IMHO the more people who know about the adultery, the safer those who know are.
It's higly unlikely that an enraged and/or cornered adulterer will go on a killing spree to eliminate both betrayed spouses, several relatives (including some of his/her own), the pastor, the counselor, their boss, some friends...
Also, (and I don't think I've seen this discussed here) the adulterers strongly support each others' lunacy, and if they have revealed their adutery to anyone you can bet they've been extra careful to do so only with people they know will 'support' what they're doing. If they are into counseling, it's probably with a pro-adultery counselor. Plus it's pretty common for people to give the adulterers the fals impression that they condone adultery, by joking about it, by 'not getting involved', by keeping their disapproval to themselves (but maybe criticizing or making fun of the adulterers behind their backs), and of course by being adulterers themselves.
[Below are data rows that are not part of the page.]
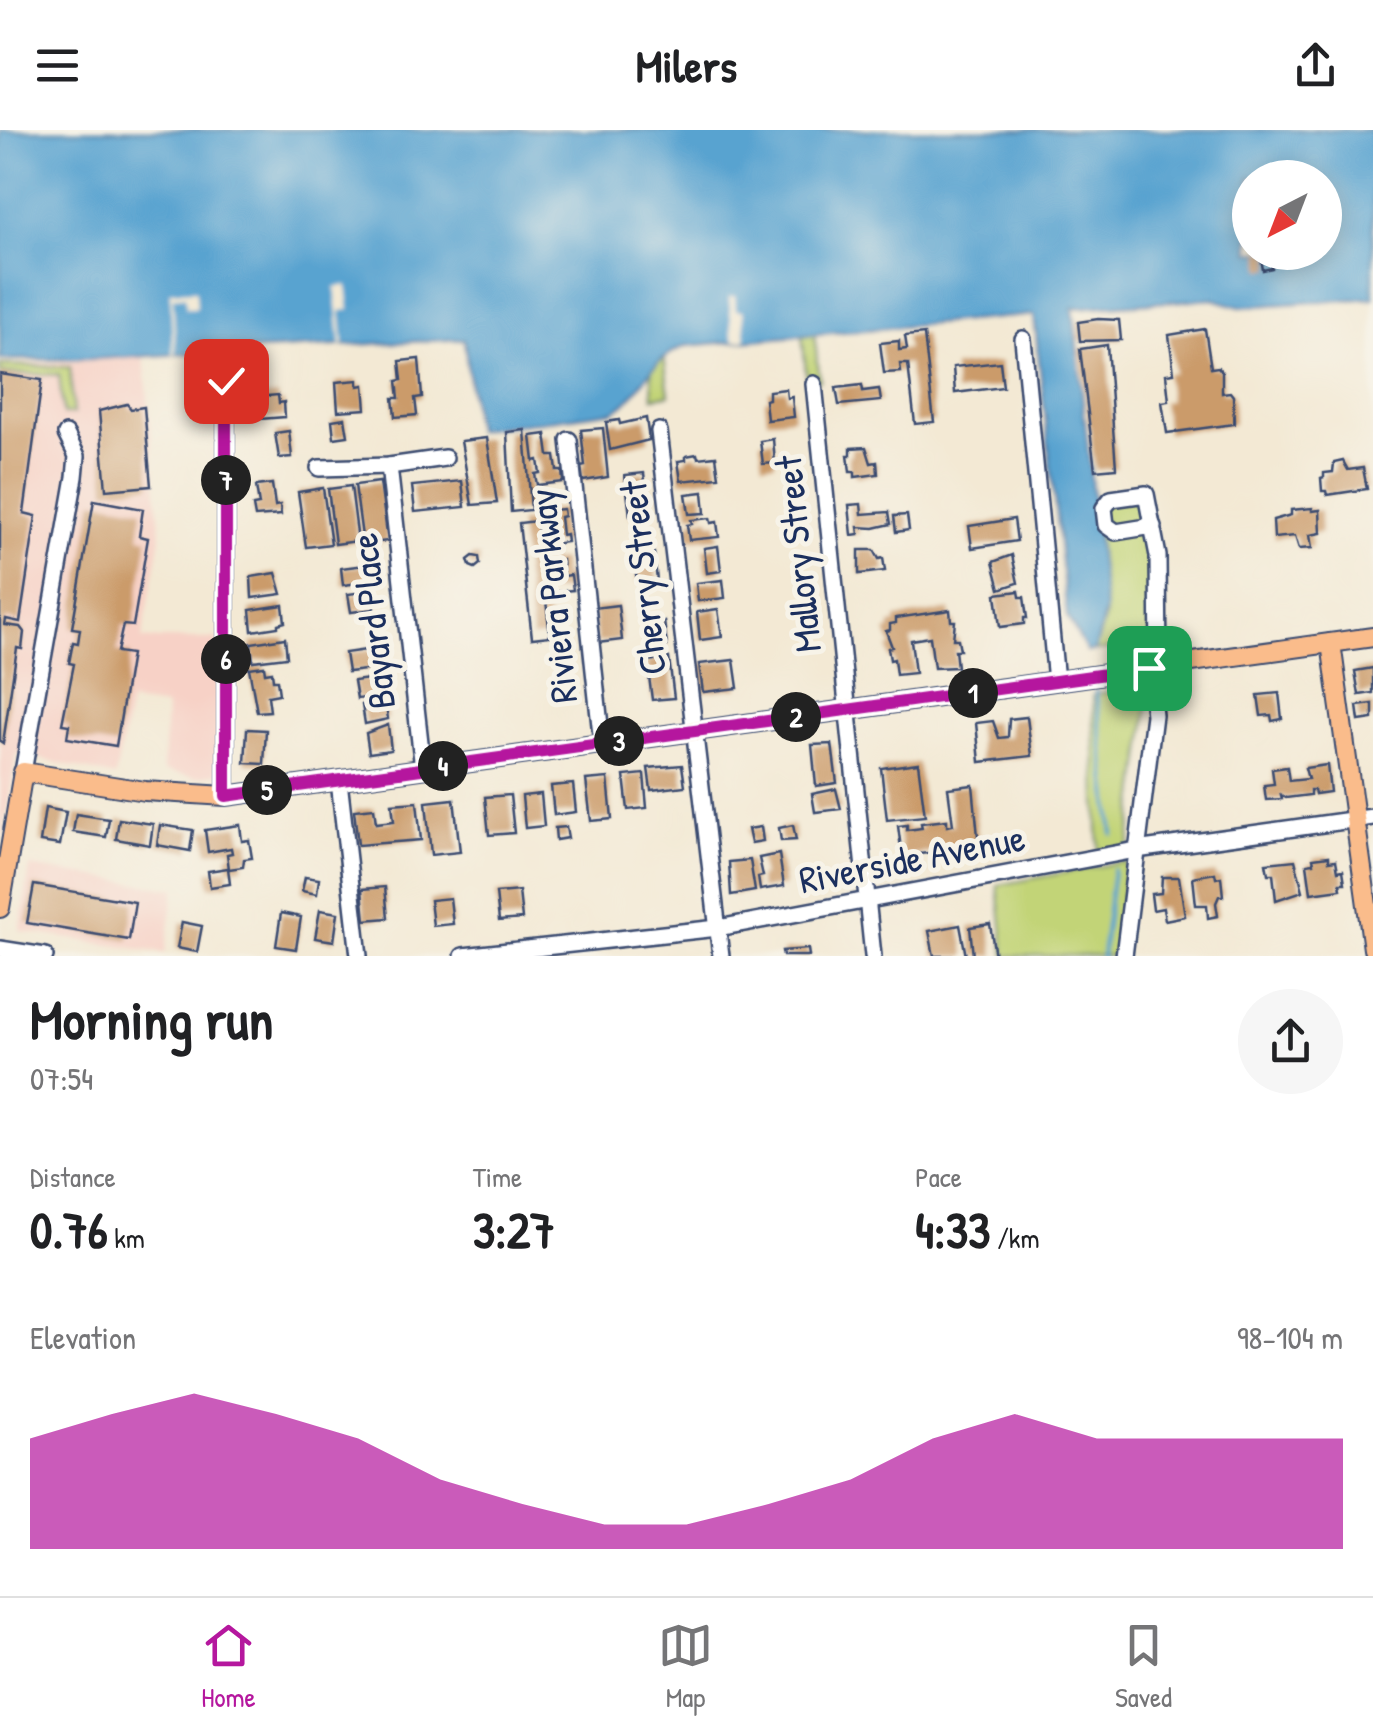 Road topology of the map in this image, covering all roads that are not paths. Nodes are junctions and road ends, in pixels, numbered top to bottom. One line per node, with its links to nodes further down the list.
1 (1023, 338): 14 (street)
2 (226, 381): 21 (street)
3 (814, 384): 15 (street, Mallory Street)
4 (659, 432): 16 (street, Cherry Street)
5 (66, 434): 19 (street)
6 (569, 440): 17 (street, Riviera Parkway)
7 (445, 458): 8 (street)
8 (389, 466): 9 (street); 18 (street, Bayard Place)
9 (319, 468)
10 (1152, 526): 13 (street)
11 (1373, 637): 12 (main road)
12 (1332, 643): 13 (main road); 22 (main road)
13 (1154, 668): 14 (main road); 23 (street)
14 (1056, 681): 15 (main road)
15 (846, 711): 16 (main road); 24 (street, Mallory Street)
16 (695, 732): 17 (main road); 26 (street, Cherry Street)
17 (602, 744): 18 (main road)
18 (423, 769): 20 (main road)
19 (22, 772): 21 (main road); 25 (main road)
20 (339, 781): 21 (main road); 30 (street)
21 (226, 796)
22 (1364, 818): 23 (street, Riverside Avenue); 27 (main road)
23 (1136, 850): 24 (street, Riverside Avenue); 34 (street)
24 (867, 901): 26 (street, Riverside Avenue); 33 (street, Mallory Street)
25 (0, 908)
26 (718, 928): 31 (street, Riverside Avenue); 32 (street, Cherry Street)
27 (1373, 948)
28 (0, 949): 29 (street)
29 (45, 956)
30 (359, 956)
31 (463, 956)
32 (721, 956)
33 (873, 956)
34 (1124, 956)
So it's unfortunately pretty easy for the adulterers to assure themselves that they are developing a circle of 'supporters' when/if it's exposed.
Exposure to a number of people who can be counted on to disapprove adultery, done ASAP after discovery, can counter the adulterers perception that they have an ever-growing support circle.
Another thing is by the times one of the betrayed spouses finds out the adulterers have usually had quite some time to complain to others about how bad their marriage/spouse supposedly is as justification when/if their found out (or as getting ready to divorce their spouse). Exposure being done ASAP can minimize the adulterer's support from people who might be swayed to support the adultery/divorce if they had been hearing complaints about how awful you've made life for the adulterer for an extended period of time. All those situational ethics people are less likely to suuport adultry/divorce if they haven't been pumped full of a lot of spouse/marriage bashing yet.
Another advantage of broader exposure is that all that manipulating the adulterers try to assure the betrayed spouses the affair is just a 'friendship', has ended, won't start up again... OR is going to continue while the adulterers make up their mind (cake-eat) so the betrayed spouse should just sit back and wait...using anger and threats... will be less of a problem. The adulterers can be held accountable to others who are less likely to be emotionally manipulated and abused into submission.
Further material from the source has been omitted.